La prescription comporte deux volets principaux. Premièrement, construire des centres de données régionaux. Si l’infrastructure de l’IA dans la région fonctionne sur des systèmes localement détenus et libellés localement, la dépendance aux calculs en dollars s’affaiblit. Deuxièmement, développer de l’argent tokenisé basé sur les monnaies locales. Pas seulement des CBDC au sens traditionnel, mais des formes numériques et programmables de monnaies régionales qui peuvent réellement fonctionner dans les systèmes financiers pilotés par l’IA. L’objectif est de donner au commerce IA régional un rail de paiement non-dollar qui fonctionne — un qui permet à ces pays de participer à l’économie de l’IA sans canaliser involontairement plus de pouvoir vers Washington.
Sans ces mesures, Fu et Huang estiment que le risque est clair : les nations ASEAN+3 deviennent des consommateurs d’un système financier façonné autour des intérêts américains, avec l’utilisation des stablecoins comme mécanisme de transmission. L’influence du dollar dans les transactions IA mondiales augmente, et ces pays se retrouvent avec moins de levier sur leurs propres politiques financières qu’ils n’en avaient avant que l’IA ne se développe.
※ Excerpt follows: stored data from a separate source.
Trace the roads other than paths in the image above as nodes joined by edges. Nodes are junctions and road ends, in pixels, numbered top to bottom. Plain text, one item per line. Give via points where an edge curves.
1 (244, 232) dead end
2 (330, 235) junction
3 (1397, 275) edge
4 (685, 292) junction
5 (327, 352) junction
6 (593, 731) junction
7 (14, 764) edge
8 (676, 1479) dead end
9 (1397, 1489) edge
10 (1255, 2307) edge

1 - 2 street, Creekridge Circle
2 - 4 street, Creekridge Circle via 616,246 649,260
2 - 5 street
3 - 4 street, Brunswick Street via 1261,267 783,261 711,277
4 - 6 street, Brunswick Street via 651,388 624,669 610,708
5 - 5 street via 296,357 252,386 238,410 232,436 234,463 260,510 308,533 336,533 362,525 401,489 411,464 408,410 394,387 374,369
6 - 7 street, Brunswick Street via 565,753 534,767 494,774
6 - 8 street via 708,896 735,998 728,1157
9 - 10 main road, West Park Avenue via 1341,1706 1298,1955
C’est une préoccupation structurelle, pas un appel de marché à court terme. Et c’est probablement plus urgent que ce que la plupart des décideurs régionaux considèrent actuellement.
Les enjeux plus larges
Ce qui rend le document d’AMRO notable, c’est qu’il cadre la domination des stablecoins comme une question géopolitique et macroéconomique, pas seulement fintech. L’adoption des stablecoins en Asie a fortement augmenté ces dernières années, stimulée par les envois de fonds, le commerce transfrontalier et, de plus en plus, l’utilisation institutionnelle. L’infrastructure pour l’utilisation des stablecoins en dollars se répand déjà. L’avertissement de Fu et Huang est que l’IA pourrait accélérer cette propagation de manière qualitativement différente — parce que les paiements IA ne sont pas motivés par le choix humain de la même manière que les paiements des consommateurs le sont. Lorsqu’un agent IA choisit un rail de paiement, il choisit en fonction de ce qui est disponible, programmable et rapide. En ce moment, ce sont les stablecoins en dollars.
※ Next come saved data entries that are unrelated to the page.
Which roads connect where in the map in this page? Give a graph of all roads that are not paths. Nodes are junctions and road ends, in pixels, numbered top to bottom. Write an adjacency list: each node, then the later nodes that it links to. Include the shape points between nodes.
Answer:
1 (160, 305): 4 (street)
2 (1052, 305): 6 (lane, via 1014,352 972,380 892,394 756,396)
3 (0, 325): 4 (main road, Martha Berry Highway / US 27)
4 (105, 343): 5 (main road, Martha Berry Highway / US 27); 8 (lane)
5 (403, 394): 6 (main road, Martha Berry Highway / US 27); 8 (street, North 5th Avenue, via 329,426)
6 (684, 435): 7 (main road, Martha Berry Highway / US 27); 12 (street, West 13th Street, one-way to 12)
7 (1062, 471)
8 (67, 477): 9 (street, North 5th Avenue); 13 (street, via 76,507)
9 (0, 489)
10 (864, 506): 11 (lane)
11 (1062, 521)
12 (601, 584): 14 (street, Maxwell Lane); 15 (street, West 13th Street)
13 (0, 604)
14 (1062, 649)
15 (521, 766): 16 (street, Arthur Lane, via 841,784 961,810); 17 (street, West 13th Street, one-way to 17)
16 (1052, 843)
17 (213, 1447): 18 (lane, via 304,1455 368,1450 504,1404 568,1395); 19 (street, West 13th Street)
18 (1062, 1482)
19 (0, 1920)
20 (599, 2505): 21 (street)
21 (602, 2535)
Et la boucle de rétroaction qu’ils décrivent n’est pas hypothétique. Elle commence déjà en quelque sorte. Les entreprises d’IA fixent le prix des calculs en dollars. Les volumes de stablecoins augmentent. La demande de trésorerie des émetteurs de stablecoins est réelle et croissante.
Les économistes ne disent pas que la domination du dollar par le biais des stablecoins est inévitable. Mais ils disent que la fenêtre pour construire des alternatives est ouverte maintenant, pas plus tard. Les centres de données régionaux et l’argent tokenisé en monnaie locale ne sont pas des projets du jour au lendemain. Ils prennent des années. Ainsi, l’horloge d’une réponse régionale significative tourne déjà — que les gouvernements ASEAN+3 le traitent de cette manière ou non.
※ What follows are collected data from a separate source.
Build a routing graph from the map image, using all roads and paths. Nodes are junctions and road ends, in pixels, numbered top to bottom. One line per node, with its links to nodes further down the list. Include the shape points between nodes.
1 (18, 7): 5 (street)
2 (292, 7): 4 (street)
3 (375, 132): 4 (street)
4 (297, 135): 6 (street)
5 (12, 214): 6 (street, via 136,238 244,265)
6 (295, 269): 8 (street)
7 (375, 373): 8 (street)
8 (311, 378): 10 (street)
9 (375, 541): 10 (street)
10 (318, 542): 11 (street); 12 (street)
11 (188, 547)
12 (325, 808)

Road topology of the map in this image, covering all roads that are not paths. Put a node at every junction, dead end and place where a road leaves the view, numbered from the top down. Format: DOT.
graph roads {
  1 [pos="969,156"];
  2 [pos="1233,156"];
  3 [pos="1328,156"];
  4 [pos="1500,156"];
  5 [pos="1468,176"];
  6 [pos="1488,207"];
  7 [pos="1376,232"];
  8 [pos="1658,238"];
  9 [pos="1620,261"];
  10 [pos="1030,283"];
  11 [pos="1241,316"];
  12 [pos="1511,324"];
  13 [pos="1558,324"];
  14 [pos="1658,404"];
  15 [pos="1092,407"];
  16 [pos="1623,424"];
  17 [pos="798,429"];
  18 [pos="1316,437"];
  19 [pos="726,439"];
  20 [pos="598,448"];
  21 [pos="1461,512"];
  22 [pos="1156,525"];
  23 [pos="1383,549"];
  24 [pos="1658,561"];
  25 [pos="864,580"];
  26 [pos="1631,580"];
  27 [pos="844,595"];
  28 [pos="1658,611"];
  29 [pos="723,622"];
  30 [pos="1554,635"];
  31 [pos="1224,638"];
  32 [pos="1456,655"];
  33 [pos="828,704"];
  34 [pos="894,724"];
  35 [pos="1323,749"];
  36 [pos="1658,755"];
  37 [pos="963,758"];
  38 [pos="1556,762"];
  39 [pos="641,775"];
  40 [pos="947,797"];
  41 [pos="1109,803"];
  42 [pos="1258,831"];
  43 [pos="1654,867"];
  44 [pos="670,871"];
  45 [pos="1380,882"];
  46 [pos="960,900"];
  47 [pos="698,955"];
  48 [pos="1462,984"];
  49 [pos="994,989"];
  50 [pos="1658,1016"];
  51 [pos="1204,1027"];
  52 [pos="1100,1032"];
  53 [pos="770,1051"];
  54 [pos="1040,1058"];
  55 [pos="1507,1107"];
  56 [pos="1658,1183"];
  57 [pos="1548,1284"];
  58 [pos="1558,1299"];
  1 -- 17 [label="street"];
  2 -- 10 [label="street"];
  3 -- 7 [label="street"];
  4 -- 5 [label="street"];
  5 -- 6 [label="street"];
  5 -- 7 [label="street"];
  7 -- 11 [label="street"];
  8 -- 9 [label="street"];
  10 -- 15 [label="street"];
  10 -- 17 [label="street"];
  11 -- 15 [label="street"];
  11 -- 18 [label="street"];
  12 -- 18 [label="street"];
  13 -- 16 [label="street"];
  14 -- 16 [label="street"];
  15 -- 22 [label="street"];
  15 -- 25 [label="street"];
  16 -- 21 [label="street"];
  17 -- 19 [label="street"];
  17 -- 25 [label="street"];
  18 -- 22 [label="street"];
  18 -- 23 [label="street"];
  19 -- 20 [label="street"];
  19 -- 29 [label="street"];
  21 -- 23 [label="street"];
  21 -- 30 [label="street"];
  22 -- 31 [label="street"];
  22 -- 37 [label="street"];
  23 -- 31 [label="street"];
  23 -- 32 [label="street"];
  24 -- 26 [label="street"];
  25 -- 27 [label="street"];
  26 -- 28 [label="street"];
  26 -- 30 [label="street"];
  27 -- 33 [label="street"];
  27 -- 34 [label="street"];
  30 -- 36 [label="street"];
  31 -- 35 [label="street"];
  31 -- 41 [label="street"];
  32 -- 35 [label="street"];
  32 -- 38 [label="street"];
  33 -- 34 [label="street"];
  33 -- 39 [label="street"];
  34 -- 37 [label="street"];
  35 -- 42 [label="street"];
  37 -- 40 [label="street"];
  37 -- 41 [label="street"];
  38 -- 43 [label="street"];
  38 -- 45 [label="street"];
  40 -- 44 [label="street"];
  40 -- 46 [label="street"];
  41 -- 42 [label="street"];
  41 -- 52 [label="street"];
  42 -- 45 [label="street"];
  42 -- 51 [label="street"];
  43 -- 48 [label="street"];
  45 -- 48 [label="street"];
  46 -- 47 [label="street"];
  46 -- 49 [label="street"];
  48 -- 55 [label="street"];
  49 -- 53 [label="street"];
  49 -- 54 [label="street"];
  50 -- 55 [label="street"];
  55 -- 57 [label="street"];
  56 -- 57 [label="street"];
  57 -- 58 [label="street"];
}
Fu et Huang mettent le groupe de treize pays en garde : l’économie de l’IA est en train d’être construite en ce moment, et la couche monétaire est décidée en même temps.
Questions Fréquentes
Qui a rédigé l’avertissement d’AMRO sur les stablecoins IA et la domination du dollar ?
L’analyse a été rédigée par Chengxu Fu et Xiaguo Huang, économistes au Bureau de Recherche Macroéconomique ASEAN+3 (AMRO).
Quels pays le rapport d’AMRO cible-t-il spécifiquement ?
Le rapport cible les treize nations ASEAN+3 : Brunei, Cambodge, Indonésie, Laos, Malaisie, Myanmar, Philippines, Singapour, Thaïlande, Vietnam, Chine, Japon, et Corée du Sud.